• [EXERCISE]:
State the number of lines in the following material that contain the string "Vega", and nothing else.

• [DATA PROVIDED]:
╭──

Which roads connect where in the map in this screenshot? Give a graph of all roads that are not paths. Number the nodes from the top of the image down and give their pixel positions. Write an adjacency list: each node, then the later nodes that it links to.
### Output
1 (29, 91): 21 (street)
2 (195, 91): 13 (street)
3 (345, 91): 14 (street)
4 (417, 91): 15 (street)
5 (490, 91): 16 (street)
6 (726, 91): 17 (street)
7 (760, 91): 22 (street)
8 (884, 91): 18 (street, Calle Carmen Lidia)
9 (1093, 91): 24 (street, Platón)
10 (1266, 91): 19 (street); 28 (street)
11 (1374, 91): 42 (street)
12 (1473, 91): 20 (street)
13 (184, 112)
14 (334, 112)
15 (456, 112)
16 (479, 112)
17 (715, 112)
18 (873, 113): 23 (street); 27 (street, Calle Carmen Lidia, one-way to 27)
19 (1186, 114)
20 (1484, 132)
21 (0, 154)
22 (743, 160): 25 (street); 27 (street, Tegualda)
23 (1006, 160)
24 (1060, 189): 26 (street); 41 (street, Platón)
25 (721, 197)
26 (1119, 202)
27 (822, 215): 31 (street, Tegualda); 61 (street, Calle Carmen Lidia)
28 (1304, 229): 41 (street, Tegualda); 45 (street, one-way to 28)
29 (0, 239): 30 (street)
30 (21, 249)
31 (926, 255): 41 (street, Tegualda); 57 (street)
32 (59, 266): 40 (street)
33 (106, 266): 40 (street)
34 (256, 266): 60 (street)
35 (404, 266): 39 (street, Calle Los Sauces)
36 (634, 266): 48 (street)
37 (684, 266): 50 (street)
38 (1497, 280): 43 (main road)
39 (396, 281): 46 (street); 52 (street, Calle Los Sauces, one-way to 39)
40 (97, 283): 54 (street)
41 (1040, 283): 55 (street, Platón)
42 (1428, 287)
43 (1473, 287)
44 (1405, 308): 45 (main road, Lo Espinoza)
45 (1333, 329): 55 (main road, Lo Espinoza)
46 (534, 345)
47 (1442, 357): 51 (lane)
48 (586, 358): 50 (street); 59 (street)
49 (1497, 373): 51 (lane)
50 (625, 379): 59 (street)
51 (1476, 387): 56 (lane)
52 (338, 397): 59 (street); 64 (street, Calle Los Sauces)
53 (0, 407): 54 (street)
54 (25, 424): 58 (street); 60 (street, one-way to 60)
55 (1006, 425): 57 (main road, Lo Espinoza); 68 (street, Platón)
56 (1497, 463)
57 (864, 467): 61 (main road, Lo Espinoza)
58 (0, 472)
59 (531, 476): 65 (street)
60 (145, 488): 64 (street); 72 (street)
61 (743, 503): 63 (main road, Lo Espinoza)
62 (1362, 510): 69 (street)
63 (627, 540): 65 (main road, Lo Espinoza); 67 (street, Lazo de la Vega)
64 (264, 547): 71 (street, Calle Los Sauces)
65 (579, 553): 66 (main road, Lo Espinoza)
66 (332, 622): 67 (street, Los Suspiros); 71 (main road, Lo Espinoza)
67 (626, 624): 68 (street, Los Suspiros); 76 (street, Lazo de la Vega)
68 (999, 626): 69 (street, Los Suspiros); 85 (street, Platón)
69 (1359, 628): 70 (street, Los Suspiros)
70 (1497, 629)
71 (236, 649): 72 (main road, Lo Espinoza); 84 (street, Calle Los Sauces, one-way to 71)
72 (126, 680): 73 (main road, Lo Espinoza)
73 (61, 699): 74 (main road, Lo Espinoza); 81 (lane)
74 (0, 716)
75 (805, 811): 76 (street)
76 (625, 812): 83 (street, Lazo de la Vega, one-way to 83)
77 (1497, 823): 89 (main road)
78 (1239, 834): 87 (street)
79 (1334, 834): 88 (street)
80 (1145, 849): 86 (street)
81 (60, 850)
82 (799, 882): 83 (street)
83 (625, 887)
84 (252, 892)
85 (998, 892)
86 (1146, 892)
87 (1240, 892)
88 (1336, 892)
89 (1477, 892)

╰──

• [TASK SOLUTION]:
3